Dataset entries:

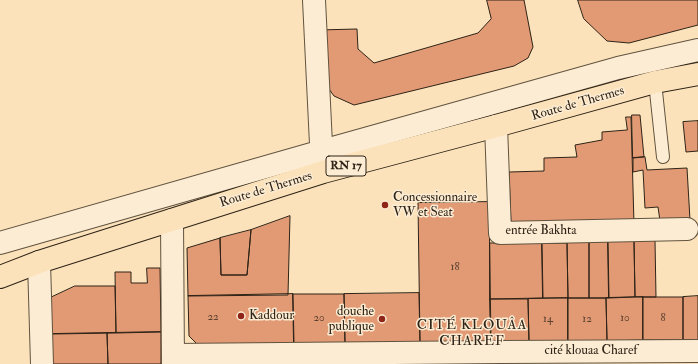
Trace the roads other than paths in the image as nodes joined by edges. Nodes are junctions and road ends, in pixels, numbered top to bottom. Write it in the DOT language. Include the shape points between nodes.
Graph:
graph roads {
  1 [pos="314,0"];
  2 [pos="698,50"];
  3 [pos="698,74"];
  4 [pos="655,82"];
  5 [pos="496,126"];
  6 [pos="663,157"];
  7 [pos="322,162"];
  8 [pos="172,220"];
  9 [pos="688,229"];
  10 [pos="0,243"];
  11 [pos="39,262"];
  12 [pos="0,277"];
  13 [pos="698,351"];
  14 [pos="173,359"];
  15 [pos="42,364"];
  1 -- 7 [label="street"];
  2 -- 7 [label="street" via="618,68"];
  3 -- 4 [label="main road, Route de Thermes / RN 17"];
  4 -- 5 [label="main road, Route de Thermes / RN 17"];
  4 -- 6 [label="lane"];
  5 -- 7 [label="main road, Route de Thermes / RN 17"];
  5 -- 9 [label="street, entrée Bakhta" via="500,233"];
  7 -- 8 [label="main road, Route de Thermes / RN 17"];
  7 -- 10 [label="street"];
  8 -- 11 [label="main road, Route de Thermes / RN 17"];
  8 -- 14 [label="street"];
  11 -- 12 [label="main road, Route de Thermes / RN 17"];
  11 -- 15 [label="street"];
  13 -- 14 [label="street, cité klouaa Charef" via="485,352"];
}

§ Task instructions
Write every line above again exactly, but leave the pictures out.

§ Reply
Trace the roads other than paths in the image as nodes joined by edges. Nodes are junctions and road ends, in pixels, numbered top to bottom. Write it in the DOT language. Include the shape points between nodes.
Graph:
graph roads {
  1 [pos="314,0"];
  2 [pos="698,50"];
  3 [pos="698,74"];
  4 [pos="655,82"];
  5 [pos="496,126"];
  6 [pos="663,157"];
  7 [pos="322,162"];
  8 [pos="172,220"];
  9 [pos="688,229"];
  10 [pos="0,243"];
  11 [pos="39,262"];
  12 [pos="0,277"];
  13 [pos="698,351"];
  14 [pos="173,359"];
  15 [pos="42,364"];
  1 -- 7 [label="street"];
  2 -- 7 [label="street" via="618,68"];
  3 -- 4 [label="main road, Route de Thermes / RN 17"];
  4 -- 5 [label="main road, Route de Thermes / RN 17"];
  4 -- 6 [label="lane"];
  5 -- 7 [label="main road, Route de Thermes / RN 17"];
  5 -- 9 [label="street, entrée Bakhta" via="500,233"];
  7 -- 8 [label="main road, Route de Thermes / RN 17"];
  7 -- 10 [label="street"];
  8 -- 11 [label="main road, Route de Thermes / RN 17"];
  8 -- 14 [label="street"];
  11 -- 12 [label="main road, Route de Thermes / RN 17"];
  11 -- 15 [label="street"];
  13 -- 14 [label="street, cité klouaa Charef" via="485,352"];
}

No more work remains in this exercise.